Again, healthcare expenditure has been going up versus inflation, and physician compensation has been going down versus inflation. So if you're looking for divers of growing healthcare costs over the past decade, physician compensation isn't it.


Do you have data on that? The most recent data I've seen shows physician pay going up.


> versus inflation


Show me one employment category that has steadily been going up "versus inflation" in the last 5-10 years.


Most actually. As a country, we've had about a 10-year run of wage growth beating inflation.
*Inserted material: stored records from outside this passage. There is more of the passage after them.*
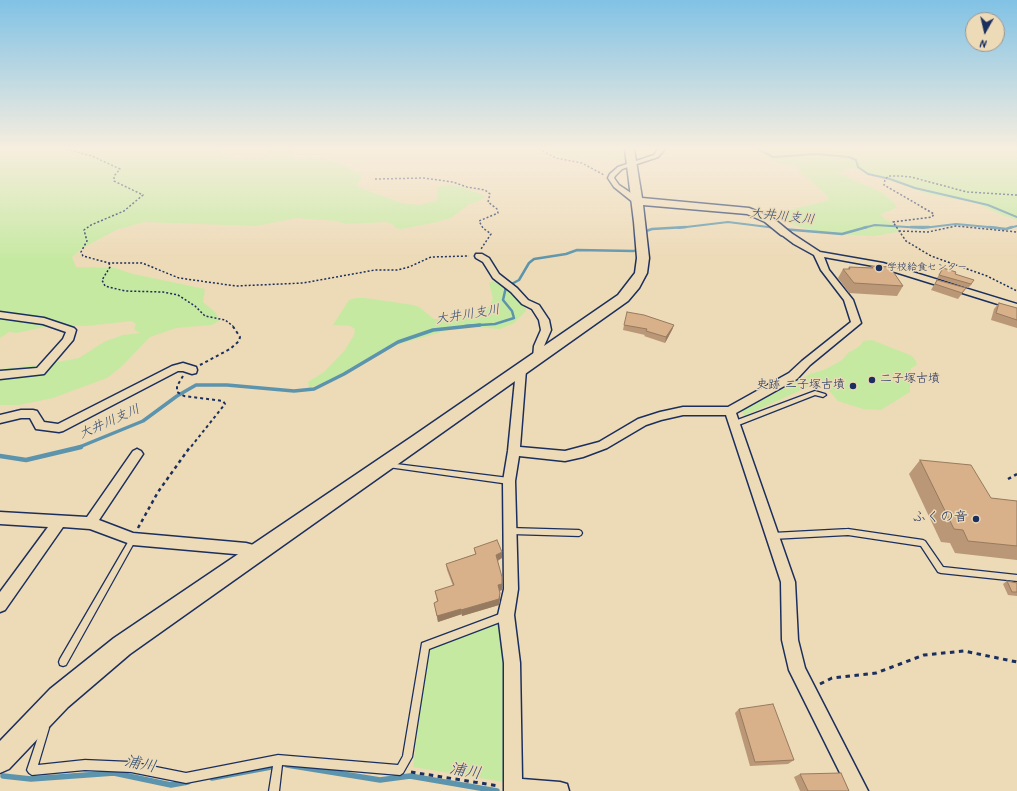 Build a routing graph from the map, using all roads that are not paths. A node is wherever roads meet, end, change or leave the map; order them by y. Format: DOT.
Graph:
graph roads {
  1 [pos="616,186"];
  2 [pos="634,186"];
  3 [pos="637,201"];
  4 [pos="781,230"];
  5 [pos="818,254"];
  6 [pos="479,256"];
  7 [pos="1017,307"];
  8 [pos="0,315"];
  9 [pos="538,358"];
  10 [pos="192,370"];
  11 [pos="521,370"];
  12 [pos="0,375"];
  13 [pos="823,395"];
  14 [pos="732,418"];
  15 [pos="0,419"];
  16 [pos="514,451"];
  17 [pos="137,454"];
  18 [pos="384,464"];
  19 [pos="509,481"];
  20 [pos="0,519"];
  21 [pos="60,521"];
  22 [pos="90,523"];
  23 [pos="511,531"];
  24 [pos="579,533"];
  25 [pos="772,536"];
  26 [pos="133,539"];
  27 [pos="256,552"];
  28 [pos="1017,578"];
  29 [pos="2,598"];
  30 [pos="506,615"];
  31 [pos="63,662"];
  32 [pos="53,705"];
  33 [pos="0,760"];
  34 [pos="278,760"];
  35 [pos="513,789"];
  36 [pos="274,791"];
  37 [pos="560,791"];
  38 [pos="859,791"];
  1 -- 3 [label="street"];
  2 -- 3 [label="street"];
  3 -- 4 [label="street"];
  3 -- 9 [label="street"];
  4 -- 5 [label="street"];
  5 -- 7 [label="street"];
  5 -- 14 [label="street"];
  6 -- 9 [label="street"];
  8 -- 12 [label="street"];
  9 -- 11 [label="street"];
  10 -- 15 [label="street"];
  11 -- 16 [label="street"];
  11 -- 18 [label="street"];
  13 -- 14 [label="lane"];
  14 -- 16 [label="street"];
  14 -- 25 [label="street"];
  16 -- 19 [label="street"];
  17 -- 22 [label="street"];
  18 -- 19 [label="lane"];
  18 -- 27 [label="street"];
  19 -- 23 [label="street"];
  20 -- 21 [label="street"];
  21 -- 22 [label="street"];
  21 -- 29 [label="street"];
  22 -- 26 [label="street"];
  23 -- 24 [label="lane"];
  23 -- 30 [label="street"];
  25 -- 28 [label="lane"];
  25 -- 38 [label="street"];
  26 -- 27 [label="street"];
  26 -- 31 [label="lane"];
  27 -- 32 [label="street"];
  30 -- 34 [label="lane"];
  30 -- 35 [label="street"];
  32 -- 33 [label="street"];
  32 -- 34 [label="lane"];
  34 -- 36 [label="lane"];
  35 -- 37 [label="street"];
}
This only flipped in 2021. But the compounded wage growth from ~2013 to 2021 still beats the downward trend from 2021 to now.

[1] https://www.stlouisfed.org/on-the-economy/2023/feb/nominal-w...


My apologies because I was trying to recall trends from memory, and my timescales were off. Physician wages started to decline against inflation in the 1990s. They have been outpacing inflation for the past 10 years or so, but have still not made up for the previous decline.

According to one historical physician earnings survey [1]:

> During 1987-1990, median earnings for physicians were $143,963 (interquartile range, 96,718-175,850) compared with $157,751 (IQR, 101,279-203,281) during 2006-2010 ($13,788 increase or growth of 9.6%; P < .001).

If we take the most conservative time interval (1990 to 2006) and plug it into the Bureau of Labor Statistics CPI Inflation Calculator [2] we see that the median 1990 physician wage would be equal to 224,080 in 2006 dollars.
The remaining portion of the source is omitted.